Forming a Muslim Political Identity in a Populist West

Recent political elections in the West have followed similar patterns. The debates have moved beyond discussions of policy to debates on ideals. On one hand, a populist runs on a ticket with a mix of bigotry and a critique of the “liberal elite” who they argue are working to subvert the people’s will. Whilst on the other hand, a liberal runs on a ticket claiming that they are the only obstacle preventing an increase in Islamophobia within their nation. Whilst this observation oversimplifies the current political patterns throughout the Western world, the simplification is a useful tool for understanding the predicament Muslims face when engaging within the West.

This pattern can be noticed across the Western world, but two elections are particularly important in understanding it: the 2016 US presidential election between Donald Trump and Hillary Clinton and the 2017 French presidential election between Marine Le Pen and Emmanuel Macron. Donald Trump infamously had the Muslim ban as a central feature of his campaign, whilst Hillary Clinton claimed that she would not “demonize and declare war on an entire religion,” in the aftermath of the Orlando shooting. This debate on Muslims’ roles within the country was mirrored in France by Le Penn, who had previously compared Muslims praying in the street to a Nazi occupation, whereas Macron during a 2017 rally stated, “I won’t accept people being insulted just because they believe in Islam.” Yet, the actions of Macron—in dissolving the Muslim charity Barakacity and arresting its founder Idriss Sihamedi—showed Muslims around the world that despite his promises, Macron has targeted numerous Muslims and Islamic organizations simply “because they believe in Islam.”

For Donald Trump, the story is slightly different; whilst he failed to implement a blanket Muslim ban, he did manage to implement policies that directly targeted the citizens of Muslim majority nations. In addition to this, he continued and escalated the Obama era policy of using drones to target Muslim countries, although, the nature of US foreign policy would have likely remained the same regardless of the nation’s leader. However, unlike Macron, Trump has not successfully used the state to launch an attack against Muslims in America. His negative impact on Muslims came not from his policy, but rather his rhetoric. In their published research, economists Karsten Muller and Carlo Schwarz write, “It is immediately apparent that Trump’s tweets about Muslims and anti-Muslim hate crimes are highly correlated.” [1] Additionally, the Southern Poverty Law Centre found that the number of anti-Muslim hate groups tripled to over 100 in 2016 alone. [2]
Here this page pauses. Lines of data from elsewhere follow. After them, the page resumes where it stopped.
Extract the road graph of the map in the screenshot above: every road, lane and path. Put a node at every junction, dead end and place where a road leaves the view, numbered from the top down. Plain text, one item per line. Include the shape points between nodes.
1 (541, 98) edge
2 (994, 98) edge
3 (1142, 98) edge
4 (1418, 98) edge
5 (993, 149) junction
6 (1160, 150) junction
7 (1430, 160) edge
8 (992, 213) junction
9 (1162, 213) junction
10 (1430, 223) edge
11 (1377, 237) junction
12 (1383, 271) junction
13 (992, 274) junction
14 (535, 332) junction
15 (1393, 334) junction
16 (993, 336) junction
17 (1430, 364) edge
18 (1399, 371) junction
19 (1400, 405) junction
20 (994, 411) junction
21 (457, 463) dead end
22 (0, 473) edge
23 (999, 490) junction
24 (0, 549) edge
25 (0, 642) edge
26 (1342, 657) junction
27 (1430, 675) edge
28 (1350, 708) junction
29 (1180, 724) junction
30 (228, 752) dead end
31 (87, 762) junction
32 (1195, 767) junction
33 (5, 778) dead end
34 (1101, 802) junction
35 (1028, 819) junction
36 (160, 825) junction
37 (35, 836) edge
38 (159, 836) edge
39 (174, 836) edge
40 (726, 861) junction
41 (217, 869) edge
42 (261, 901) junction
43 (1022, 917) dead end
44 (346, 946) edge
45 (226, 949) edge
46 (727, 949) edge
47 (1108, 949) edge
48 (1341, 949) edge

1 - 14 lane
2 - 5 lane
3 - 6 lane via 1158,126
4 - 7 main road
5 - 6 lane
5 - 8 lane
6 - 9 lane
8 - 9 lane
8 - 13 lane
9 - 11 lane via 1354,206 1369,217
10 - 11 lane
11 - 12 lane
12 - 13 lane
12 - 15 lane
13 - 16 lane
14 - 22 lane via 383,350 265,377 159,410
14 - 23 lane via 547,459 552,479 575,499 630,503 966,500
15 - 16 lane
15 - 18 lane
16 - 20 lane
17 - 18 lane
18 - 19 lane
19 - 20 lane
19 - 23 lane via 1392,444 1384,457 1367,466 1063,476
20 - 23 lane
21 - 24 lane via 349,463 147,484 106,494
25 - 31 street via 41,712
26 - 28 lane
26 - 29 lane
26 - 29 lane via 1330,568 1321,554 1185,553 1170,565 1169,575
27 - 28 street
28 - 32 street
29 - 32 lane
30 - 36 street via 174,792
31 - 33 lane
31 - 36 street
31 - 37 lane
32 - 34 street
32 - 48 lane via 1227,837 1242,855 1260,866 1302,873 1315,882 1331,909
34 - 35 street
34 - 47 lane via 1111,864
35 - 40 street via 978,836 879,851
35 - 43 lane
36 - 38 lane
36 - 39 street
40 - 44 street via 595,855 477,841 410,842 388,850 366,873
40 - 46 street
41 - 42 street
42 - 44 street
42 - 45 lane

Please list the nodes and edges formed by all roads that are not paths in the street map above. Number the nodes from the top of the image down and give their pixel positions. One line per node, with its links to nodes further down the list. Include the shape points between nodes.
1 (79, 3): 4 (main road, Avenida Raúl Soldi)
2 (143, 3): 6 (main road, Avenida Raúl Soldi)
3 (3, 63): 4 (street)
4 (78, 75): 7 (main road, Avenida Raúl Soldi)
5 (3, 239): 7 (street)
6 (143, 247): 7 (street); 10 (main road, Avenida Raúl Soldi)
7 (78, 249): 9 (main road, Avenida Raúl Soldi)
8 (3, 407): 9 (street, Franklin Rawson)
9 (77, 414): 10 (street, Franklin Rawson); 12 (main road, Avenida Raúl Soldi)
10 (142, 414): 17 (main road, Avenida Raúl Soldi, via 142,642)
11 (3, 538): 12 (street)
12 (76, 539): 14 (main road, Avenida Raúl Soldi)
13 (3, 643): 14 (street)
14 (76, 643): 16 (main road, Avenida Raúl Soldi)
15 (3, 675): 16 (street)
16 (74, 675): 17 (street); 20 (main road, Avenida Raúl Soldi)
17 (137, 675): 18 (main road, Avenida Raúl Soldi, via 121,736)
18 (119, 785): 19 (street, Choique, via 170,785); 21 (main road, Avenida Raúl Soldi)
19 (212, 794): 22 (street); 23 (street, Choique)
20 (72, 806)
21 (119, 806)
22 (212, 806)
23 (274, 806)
These elections clearly demonstrate that Muslims are stuck between two political ideologies that both refuse to acknowledge them. Whilst populists like Le Penn and Trump make their disdain for Muslims and Islam clear, liberals like Clinton and Macron hide their distaste for Islam. Their belief in Western supremacy leads to policies that target Muslims’ lives and freedoms in their country and around the world. While there is a legitimate debate regarding voting for the lesser of two evils, Muslims are clearly divided in the correct approach to national politics. According to an exit poll conducted by the Associated Press, 35% of Muslims voted for Trump in the 2020 US election. With national politics being unable to provide Muslims in the West with a robust platform for effective change, the method by which they should engage politically is up for debate. [3]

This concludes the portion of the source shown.